[[ Provided information open ]]

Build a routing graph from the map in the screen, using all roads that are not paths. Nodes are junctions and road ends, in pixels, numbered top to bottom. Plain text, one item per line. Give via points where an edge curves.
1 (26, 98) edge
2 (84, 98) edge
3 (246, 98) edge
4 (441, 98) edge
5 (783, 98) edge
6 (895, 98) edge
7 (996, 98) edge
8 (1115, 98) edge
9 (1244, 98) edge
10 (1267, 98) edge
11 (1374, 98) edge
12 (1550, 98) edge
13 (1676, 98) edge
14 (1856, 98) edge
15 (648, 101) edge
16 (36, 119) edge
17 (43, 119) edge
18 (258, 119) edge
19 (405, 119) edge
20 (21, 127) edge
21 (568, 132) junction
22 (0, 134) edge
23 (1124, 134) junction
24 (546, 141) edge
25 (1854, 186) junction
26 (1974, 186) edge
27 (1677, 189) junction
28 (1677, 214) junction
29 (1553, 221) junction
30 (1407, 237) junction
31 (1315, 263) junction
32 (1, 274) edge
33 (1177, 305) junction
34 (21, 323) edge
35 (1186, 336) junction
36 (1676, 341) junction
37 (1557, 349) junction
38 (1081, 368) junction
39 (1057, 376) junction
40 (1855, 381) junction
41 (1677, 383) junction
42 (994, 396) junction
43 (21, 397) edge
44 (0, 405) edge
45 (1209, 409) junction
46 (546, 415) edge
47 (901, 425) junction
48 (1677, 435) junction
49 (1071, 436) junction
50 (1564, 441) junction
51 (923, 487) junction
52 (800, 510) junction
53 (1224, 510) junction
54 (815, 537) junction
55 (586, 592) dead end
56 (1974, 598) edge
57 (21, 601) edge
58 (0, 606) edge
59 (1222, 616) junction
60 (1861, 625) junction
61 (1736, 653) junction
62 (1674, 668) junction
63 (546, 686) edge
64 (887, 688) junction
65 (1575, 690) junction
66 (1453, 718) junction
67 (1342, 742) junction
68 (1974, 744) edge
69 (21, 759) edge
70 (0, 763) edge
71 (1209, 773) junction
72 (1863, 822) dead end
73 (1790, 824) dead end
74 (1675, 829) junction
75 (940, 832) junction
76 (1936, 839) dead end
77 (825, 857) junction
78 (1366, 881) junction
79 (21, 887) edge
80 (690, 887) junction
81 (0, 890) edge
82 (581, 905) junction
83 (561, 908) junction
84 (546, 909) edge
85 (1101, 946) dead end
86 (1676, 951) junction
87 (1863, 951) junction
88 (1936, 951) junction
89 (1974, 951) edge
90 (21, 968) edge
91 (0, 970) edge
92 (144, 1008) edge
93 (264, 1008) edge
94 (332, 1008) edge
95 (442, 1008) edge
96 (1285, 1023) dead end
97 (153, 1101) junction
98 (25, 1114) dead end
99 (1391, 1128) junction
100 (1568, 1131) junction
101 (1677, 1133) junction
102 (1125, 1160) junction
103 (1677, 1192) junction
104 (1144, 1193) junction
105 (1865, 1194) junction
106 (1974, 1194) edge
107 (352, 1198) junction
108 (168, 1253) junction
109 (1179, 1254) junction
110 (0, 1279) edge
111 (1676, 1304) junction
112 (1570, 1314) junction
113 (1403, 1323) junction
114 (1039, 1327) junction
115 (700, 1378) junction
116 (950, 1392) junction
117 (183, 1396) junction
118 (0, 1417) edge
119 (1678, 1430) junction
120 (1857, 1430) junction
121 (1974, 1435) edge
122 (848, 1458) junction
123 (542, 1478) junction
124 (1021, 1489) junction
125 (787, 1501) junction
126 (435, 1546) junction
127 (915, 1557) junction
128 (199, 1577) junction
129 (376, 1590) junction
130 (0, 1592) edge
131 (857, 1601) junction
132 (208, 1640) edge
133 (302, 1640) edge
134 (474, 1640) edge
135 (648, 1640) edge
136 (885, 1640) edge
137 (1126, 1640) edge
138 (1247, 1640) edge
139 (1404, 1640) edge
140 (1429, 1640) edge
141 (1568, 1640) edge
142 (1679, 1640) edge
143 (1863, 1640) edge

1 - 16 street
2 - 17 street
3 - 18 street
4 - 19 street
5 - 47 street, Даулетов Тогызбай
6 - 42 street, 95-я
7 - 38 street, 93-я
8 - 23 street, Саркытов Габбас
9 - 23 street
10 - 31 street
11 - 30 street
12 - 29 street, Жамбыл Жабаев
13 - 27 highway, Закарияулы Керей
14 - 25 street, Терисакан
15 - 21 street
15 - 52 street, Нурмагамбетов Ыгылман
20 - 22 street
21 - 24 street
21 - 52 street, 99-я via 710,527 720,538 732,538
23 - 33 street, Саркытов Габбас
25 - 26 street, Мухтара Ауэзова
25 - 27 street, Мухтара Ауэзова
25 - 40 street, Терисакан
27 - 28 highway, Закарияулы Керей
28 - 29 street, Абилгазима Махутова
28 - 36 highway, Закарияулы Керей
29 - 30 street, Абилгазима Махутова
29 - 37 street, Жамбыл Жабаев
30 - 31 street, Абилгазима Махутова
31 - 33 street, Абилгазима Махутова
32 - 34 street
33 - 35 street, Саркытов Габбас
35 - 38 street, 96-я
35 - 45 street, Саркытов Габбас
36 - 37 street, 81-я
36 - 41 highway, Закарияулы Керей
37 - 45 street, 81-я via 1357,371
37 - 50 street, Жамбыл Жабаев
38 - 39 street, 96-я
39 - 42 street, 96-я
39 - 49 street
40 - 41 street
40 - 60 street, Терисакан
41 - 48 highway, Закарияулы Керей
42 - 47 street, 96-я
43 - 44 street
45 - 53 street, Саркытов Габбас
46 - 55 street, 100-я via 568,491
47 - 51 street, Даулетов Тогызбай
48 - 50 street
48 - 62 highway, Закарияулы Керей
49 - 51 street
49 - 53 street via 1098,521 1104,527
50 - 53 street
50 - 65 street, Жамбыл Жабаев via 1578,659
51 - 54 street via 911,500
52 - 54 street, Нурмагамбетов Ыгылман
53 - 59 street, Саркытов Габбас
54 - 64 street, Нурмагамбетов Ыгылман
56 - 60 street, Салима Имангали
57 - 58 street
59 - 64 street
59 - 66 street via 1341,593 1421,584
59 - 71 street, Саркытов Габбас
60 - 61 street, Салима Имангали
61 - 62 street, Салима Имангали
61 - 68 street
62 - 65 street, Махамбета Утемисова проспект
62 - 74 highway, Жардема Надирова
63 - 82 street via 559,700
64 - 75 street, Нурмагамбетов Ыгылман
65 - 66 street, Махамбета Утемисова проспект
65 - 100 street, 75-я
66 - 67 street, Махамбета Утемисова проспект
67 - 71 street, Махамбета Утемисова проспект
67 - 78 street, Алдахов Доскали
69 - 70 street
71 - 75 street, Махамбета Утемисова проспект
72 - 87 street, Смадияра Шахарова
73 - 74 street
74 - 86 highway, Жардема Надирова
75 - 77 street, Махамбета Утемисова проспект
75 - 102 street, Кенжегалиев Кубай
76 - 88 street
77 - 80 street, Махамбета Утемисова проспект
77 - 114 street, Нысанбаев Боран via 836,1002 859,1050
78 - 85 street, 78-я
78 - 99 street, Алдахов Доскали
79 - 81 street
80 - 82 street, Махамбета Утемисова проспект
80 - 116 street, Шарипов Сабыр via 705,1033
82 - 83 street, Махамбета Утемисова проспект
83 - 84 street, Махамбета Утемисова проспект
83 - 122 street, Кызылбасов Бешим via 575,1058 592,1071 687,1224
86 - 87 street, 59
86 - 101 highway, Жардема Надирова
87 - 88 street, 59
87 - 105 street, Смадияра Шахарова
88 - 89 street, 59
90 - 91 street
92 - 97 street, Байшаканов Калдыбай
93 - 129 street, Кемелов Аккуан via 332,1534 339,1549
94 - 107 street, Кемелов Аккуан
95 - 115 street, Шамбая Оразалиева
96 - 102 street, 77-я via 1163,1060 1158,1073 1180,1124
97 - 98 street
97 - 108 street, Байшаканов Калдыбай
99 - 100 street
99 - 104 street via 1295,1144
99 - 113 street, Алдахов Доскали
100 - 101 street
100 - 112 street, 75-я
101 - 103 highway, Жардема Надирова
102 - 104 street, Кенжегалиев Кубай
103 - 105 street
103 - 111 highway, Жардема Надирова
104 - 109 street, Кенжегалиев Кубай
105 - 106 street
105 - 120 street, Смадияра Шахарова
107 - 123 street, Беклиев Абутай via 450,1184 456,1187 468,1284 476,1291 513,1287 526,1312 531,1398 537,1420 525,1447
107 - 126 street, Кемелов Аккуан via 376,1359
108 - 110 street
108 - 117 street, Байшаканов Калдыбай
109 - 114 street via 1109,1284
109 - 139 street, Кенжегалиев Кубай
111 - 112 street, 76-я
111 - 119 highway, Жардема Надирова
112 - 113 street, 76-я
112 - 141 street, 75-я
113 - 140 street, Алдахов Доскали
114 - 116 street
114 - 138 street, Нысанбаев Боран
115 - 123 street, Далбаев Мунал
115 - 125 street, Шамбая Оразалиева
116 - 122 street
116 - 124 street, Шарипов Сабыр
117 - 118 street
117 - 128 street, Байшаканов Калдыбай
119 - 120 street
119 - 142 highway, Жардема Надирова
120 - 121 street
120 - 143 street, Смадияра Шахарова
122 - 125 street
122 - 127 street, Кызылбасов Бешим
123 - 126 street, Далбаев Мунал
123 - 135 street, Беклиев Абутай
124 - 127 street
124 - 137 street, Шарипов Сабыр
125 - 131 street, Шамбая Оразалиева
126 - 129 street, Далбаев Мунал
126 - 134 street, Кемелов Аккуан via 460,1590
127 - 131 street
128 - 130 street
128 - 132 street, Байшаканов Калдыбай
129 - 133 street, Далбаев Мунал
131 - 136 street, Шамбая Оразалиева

[[ Provided information closed ]]

What you are asked to do:
If a line in the records above has the word "Габбас", copy it out.

Answer to this problem:
8 - 23 street, Саркытов Габбас
23 - 33 street, Саркытов Габбас
33 - 35 street, Саркытов Габбас
35 - 45 street, Саркытов Габбас
45 - 53 street, Саркытов Габбас
53 - 59 street, Саркытов Габбас
59 - 71 street, Саркытов Габбас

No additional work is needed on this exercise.